Anyhow, I started to think - WHO could this jackass really be?
At first I thought he was Robert Troop. For those who have read the comments to Alexander's blogs, Robert is the old windbag who owns the printing company (VERIZON IS ONE OF THEIR CUSTOMERS! AREN'T YOU ALL IMPRESSED?) It sorta made sense - Robert and Alexander can't spell worth a damn. They call people morons and idiots and punks. And they both have the understanding of an Alzheimer's patient who has been given a thousand piece puzzle for Christmas. They each jump to conclusions faster than Rosie O"Donnell jumps on a chocolate cake. But I am not sure if they are one in the same - Robert's company donated a million dollars to a charity run by Catholics, and we all know Cornswalled believes Catholics are idol worshipping Hell bound heathens. But, I still think Alexander is a joke name. So I check a little further...
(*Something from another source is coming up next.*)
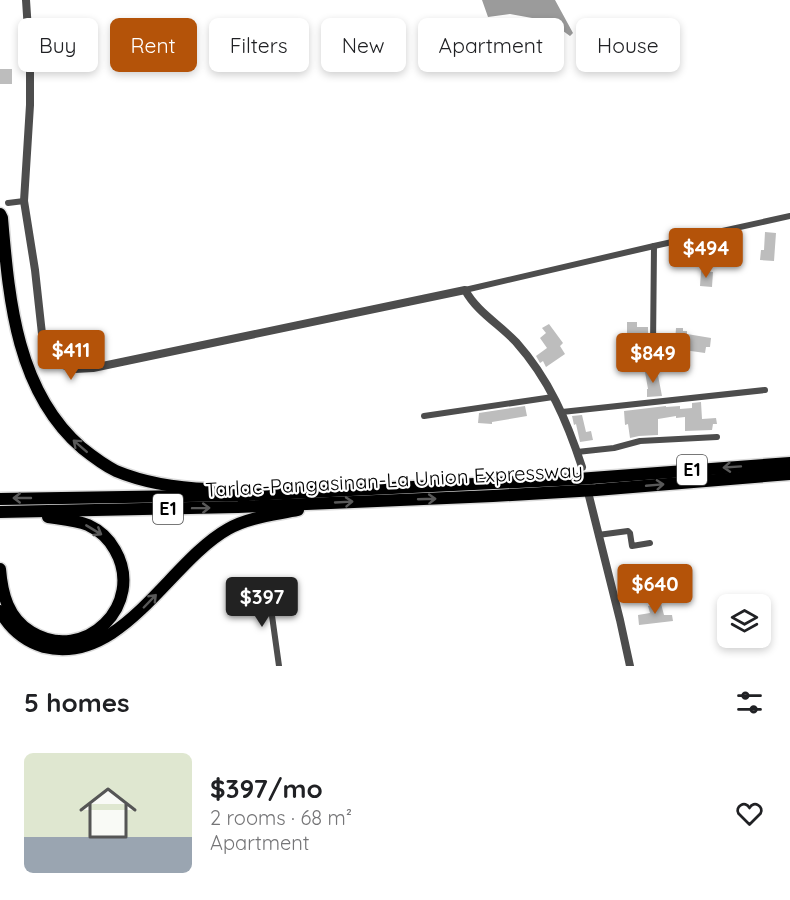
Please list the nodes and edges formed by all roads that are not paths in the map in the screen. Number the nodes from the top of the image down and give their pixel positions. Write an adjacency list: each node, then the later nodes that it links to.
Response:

I did a little search for our good friend online and couldn't find him. Actually, I couldn't find ANYONE in the United States phone directories with a last name of Cornswalled. Out of what, 250 million people, YOU happen to be the last Cornswalled? I suppose it is possible - If I were related to you, Alexander, I would change my last name too. The only time I could find an Alexander Cornswalled was on pages YOU had made, Alexander. I did find a site created by someone who said they knew you in Valparaiso (sp?) Indianna. This individual said you'd written a rather famous (read: MORONIC!) piece on Pokemon. He said you were a lovely man (the word "lovely" dripping in sarcasm...)
I just find it odd that I can't find a Cornswalled in the US. Any Cornswalled. Why is that?
So there you have it. Not very well researched, but based on what I tried to find, Alexander Cornswalled doesn't exist. And let's be honest, if you were him, would you really want to?
UPDATE - September 17, 2007
Oh no. The little troll has a podcast now. I listened to a little but had to shut it off after awhile. I can only stand someone who sounds like a cross between Gomer Pyle and Fozzy Bear for so long. I like how he changed his website, with a subheading that reads:
Alexander Cornswalled is a Midwestern Conservative Christian, writing and podcasting about religion, morals and the fight to halt the decay of American society and civilization.
Sounds like he's been podcasting for awhile doesn't it? He started podcasting today. For a more accurate subheading, it should read:
Alexander Cornswalled is a Midwestern Conservative Christian Whack Job, writing and podcasting (as of today!) about religion (Baptist views), morals (as I see them) and the fight to halt the decay of American society and civilization (Distorted View) based on my own personal tastes. If you don't like it, I will still cram my opinion down your throat and call you a moron if you disagree. I do not believe you should live your own life. Your life belongs to me, and I will decide what you can or cannot listen to. I will also ignore all attempts at getting me to answer your questions when I know I will look more retarded than I already am. I will make up lots of excuses, like I am busy, or I have work, or church. I will still find the time to produce a podcast, write my nonsense blog and write stupid replies on Yahoo Answers that could endanger the health of teen girls who really should go to their OBGYN. I don't have any kids (actually, I am single) but I know what's right for those little harlots anyway. Even though I know Tim Henson will play clips of my poscast on his show and mock me, it will only add fuel to my war against DV, even though I asked for it. I truly believe my podcast will be more popular than Tim's, because God is on my side and not Tim's (nyah nyah nyah-nyah nyaaaahhhhh!)
A little wordy...
... but quite accurate.
A.C. (that stands for AntiCornswalled, not AntiChrist, Alexander. Wouldn't want you to jump to one of your famous conclusions, moron.)